The identity certificate is stored by Java in the Java Keystore (JKS), a repository of security certificates that can't be copied or moved from the workstation. This feature helps customers strike a balance between an organization's IT security policies and the convenience of its end-users.

Native Browser Identity Certificate

In a SecureAuth IdP workflow configured for certificate enrollment, SecureAuth IdP issues an x.509v3 identity certificate that is stored by the native browser.

For Microsoft Internet Explorer, Google Chrome and Apple Safari, the certificate is stored in the underlying operating systems certificate store. Firefox, on the other hand, stores the identity certificate in a private repository which only it can access. This mode of operation is commonly used by Cisco and Juniper VPNs which require an x.509 v3 certificate to establish a VPN connection. By having certificates issued through SecureAuth IdP, the organization adding Multi-Factor Authentication to their VPN helps ensure only authorized end-users are allowed to establish a connection.

What is a Signing Certificate and How is it Used by SecureAuth IdP?

A signing certificate is used to identify the signing entity in the electronic world. Signing certificates can be either self-signed or purchased from a public CA (e.g.
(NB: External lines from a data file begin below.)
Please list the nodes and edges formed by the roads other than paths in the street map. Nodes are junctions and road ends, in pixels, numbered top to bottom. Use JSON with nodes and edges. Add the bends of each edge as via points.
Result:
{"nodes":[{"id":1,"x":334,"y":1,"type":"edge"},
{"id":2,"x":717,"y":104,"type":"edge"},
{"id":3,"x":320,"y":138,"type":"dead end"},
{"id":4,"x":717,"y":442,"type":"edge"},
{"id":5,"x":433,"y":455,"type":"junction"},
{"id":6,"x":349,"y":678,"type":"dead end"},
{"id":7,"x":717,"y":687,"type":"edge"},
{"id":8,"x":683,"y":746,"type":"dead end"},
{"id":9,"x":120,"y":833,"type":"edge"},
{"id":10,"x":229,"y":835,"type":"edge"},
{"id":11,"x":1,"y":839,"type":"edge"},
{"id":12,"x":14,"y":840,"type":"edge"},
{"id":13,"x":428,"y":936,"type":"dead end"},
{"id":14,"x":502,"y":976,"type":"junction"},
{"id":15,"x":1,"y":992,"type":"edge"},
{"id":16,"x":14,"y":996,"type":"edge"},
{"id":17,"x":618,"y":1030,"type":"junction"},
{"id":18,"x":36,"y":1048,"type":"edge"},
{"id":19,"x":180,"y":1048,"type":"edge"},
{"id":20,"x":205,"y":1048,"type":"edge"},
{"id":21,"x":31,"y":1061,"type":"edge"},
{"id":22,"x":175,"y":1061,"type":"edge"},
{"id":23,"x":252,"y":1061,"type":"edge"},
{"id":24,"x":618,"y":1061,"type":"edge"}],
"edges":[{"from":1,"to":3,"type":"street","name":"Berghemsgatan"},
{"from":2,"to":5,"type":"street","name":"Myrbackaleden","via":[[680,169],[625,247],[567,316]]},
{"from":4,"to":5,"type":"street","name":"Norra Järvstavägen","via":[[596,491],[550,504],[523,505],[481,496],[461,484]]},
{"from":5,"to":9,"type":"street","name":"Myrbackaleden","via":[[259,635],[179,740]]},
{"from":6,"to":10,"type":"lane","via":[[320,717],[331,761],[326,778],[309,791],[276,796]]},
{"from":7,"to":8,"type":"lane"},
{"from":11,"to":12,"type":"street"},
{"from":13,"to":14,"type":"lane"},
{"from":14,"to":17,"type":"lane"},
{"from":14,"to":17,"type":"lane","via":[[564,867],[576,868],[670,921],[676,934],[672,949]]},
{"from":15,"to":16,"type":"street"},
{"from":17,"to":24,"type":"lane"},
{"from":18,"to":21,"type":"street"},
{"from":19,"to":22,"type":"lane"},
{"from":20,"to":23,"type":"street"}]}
Symantec VeriSign, GoDaddy).

In SecureAuth IdP workflows configured for SAML or WS-Federation integrations, a signing certificate is used to cryptographically sign the assertion.

This certificate is stored in the Windows Certificate Store on the SecureAuth IdP server.

How are Digital Certificates Used with Encryption of Data Store Attributes in SecureAuth IdP?

In the SecureAuth IdP Web Admin, a digital certificate facilitates encryption of applicable attributes in the Data Store for enhanced security.

This setting can either be compulsory or enabled by the administrator when additional security guarantees are desired by the organization.

The digital certificate is stored in the Windows Certificate Store on the SecureAuth IdP server.

What is WSE / WCF Encryption and How is it Used with SecureAuth IdP?

SecureAuth IdP Appliances use Microsoft Windows Communication Foundation (WCF) and Web Services Enhancements (WSE3) message-level security to communicate with the SecureAuth IdP cloud environment.

A digital certificate is used to encrypt the message, and by default the appliance uses the certificate issued by SecureAuth Corporation.

This certificate is stored in the Windows Certificate Store on the SecureAuth IdP server.

Digital Certificates in an Environment with Multiple SecureAuth IdP Appliances Using the SecureAuth FileSync Service

When multiple SecureAuth IdP Appliances use the SecureAuth FileSync Service, a single web.config file is shared between all nodes within the cluster. Therefore all nodes must be uniformly configured and have the same assets to ensure proper operation. From a digital certificate perspective, this means all nodes in the cluster must have the following certificates in their Windows Certificate Store.

  • SAML / WS Federation Signing Certificate

  • License Info Certificate

  • WSE 3.0 / WCF Client Certificate

If any node lacks one or more of the listed certificates, functionality will break on that specific node. For information on the import and export of certificates, see the document Windows Digital Certificate Management.